In the prodromal stage, early symptoms are typically overlooked because they're so subtle. The patient's history obtained from the patient or from a family member or caregiver may reveal slight personality changes, such as agitation, belligerence, disorientation, and forgetfulness. The patient may also have trouble concentrating or thinking clearly. He may report feeling fatigued or drowsy. He may have slurred or slowed speech. On inspection, you may observe a slight tremor.

In the impending stage, the patient undergoes continuing mental changes. He may be confused and disoriented as to time, place, and person. Inspection continues to reveal tremors that have progressed to asterixis (also called liver flap and flapping tremor). Asterixis - the hallmark of hepatic encephalopathy­refers to quick, irregular extensions and flexions of the wrists and fingers, when the wrists are held out straight and the hands flexed upward. On inspection, you may observe lethargy and aberrant behavior. Some patients demonstrate apraxia. When asked, the patient is unable to reproduce a simple design such as a star.

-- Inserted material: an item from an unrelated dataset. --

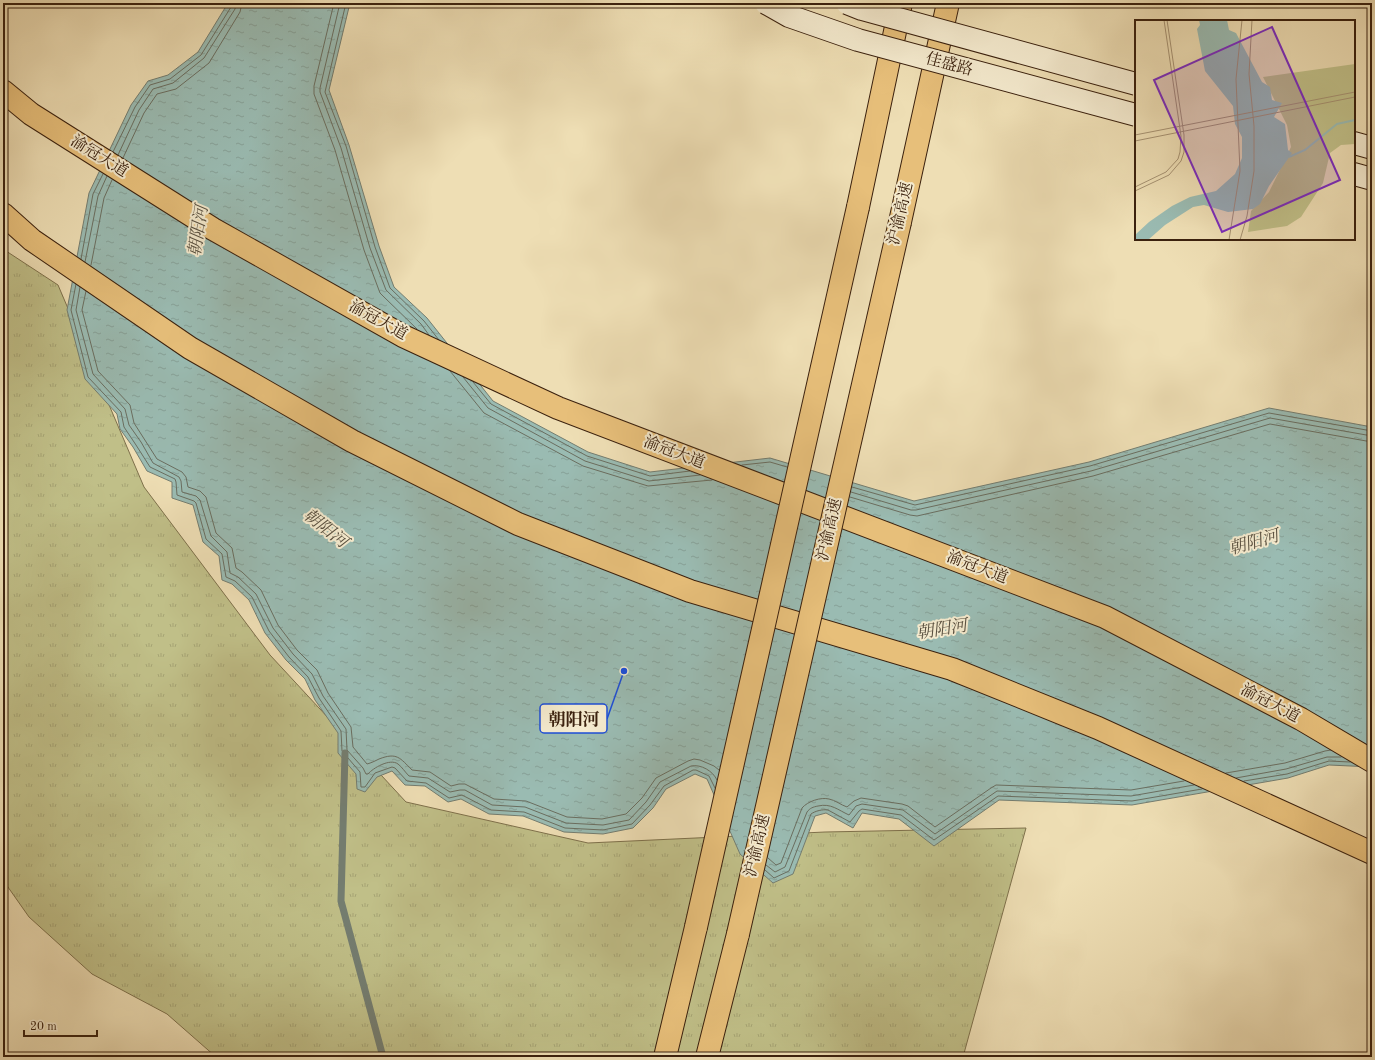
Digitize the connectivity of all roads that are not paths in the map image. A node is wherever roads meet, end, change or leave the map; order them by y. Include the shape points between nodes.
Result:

In the stuporous stage, the patient shows marked mental confusion. On inspection, he appears drowsy and stuporous. Yet he can still be aroused and is often noisy and abusive. Hyperventilation, muscle twitching, and asterixis are also evident.

In the comatose stage, the patient can't be aroused and is obtunded with no asterixis. Seizures, though uncommon, may occur. Palpation may reveal hyperactive reflexes and a positive Babinski's sign. The patient often has fetor hepaticus (musty odor of the breath and urine). Fetor hepaticus may occur in other stages also. Eventually this stage progresses to coma; it's usually fatal.

Diagnostic tests

Serum ammonia levels in venous and arterial samples are elevated and, together with characteristic clinical features, highly suggest hepatic encephalopathy.

An EEG shows slowing waves as the disease progresses.


The goal of therapy is to eliminate the underlying cause of the disorder and to lower serum ammonia levels to stop progression of encephalopathy. In mild cases, treating the underlying cause of encephalopathy may reverse the symptoms. In most patients, the toxic products, often ammonia, must also be eliminated from the body.

Treatments to eliminate ammonia from the GI tract include sorbitol-induced catharsis to produce osmotic diarrhea, continuous aspiration of blood from the stomach, reduction of dietary protein intake, and administration of lactulose to reduce serum ammonia levels.

Lactulose traps ammonia in the bowel and promotes its excretion. It's effective because bacterial enzymes change lactulose to lactic acid, thereby rendering the colon too acidic for bacterial growth. At the same time, the resulting increase in free hydrogen ions prevents diffusion of ammonia through the mucosa; lactulose promotes conversion of systemically absorbable ammonia to ammonium, which is poorly absorbed and can be excreted. Lactulose syrup may be given orally. In acute hepatic coma, lactulose may be administered by retention enema. Lactulose therapy requires careful monitoring of fluid and electrolyte balance.

Although it's now considered a second-line treatment because of potential toxicity, neomycin may be given to suppress bacterial flora (preventing them from converting amino acids into ammonia). Neomycin is administered orally or by retention enema. Although neomycin is nonabsorbable at recommended dosages of 3 to 4 g/day, an amount that exceeds 4 g/day may produce irreversible hearing loss and nephrotoxicity.

Treatment may also include potassium supplements (80 to 120 mEq/day given by mouth or I.V.) to correct alkalosis (from increased ammonia levels), especially if the patient is taking diuretics. Salt-poor albumin may be used to maintain fluid and electrolyte balance, replace depleted albumin levels, and restore plasma.

Other treatments that have been tried, usually with little success, are hemodialysis and exchange transfusions.


Treating liver disorders may prevent some cases of hepatic encephalopathy. Avoiding heavy drinking and intravenous drug use can prevent many liver disorders.

If there are any neurologic symptoms in a person with known or suspected liver disease, call for immediate medical attention.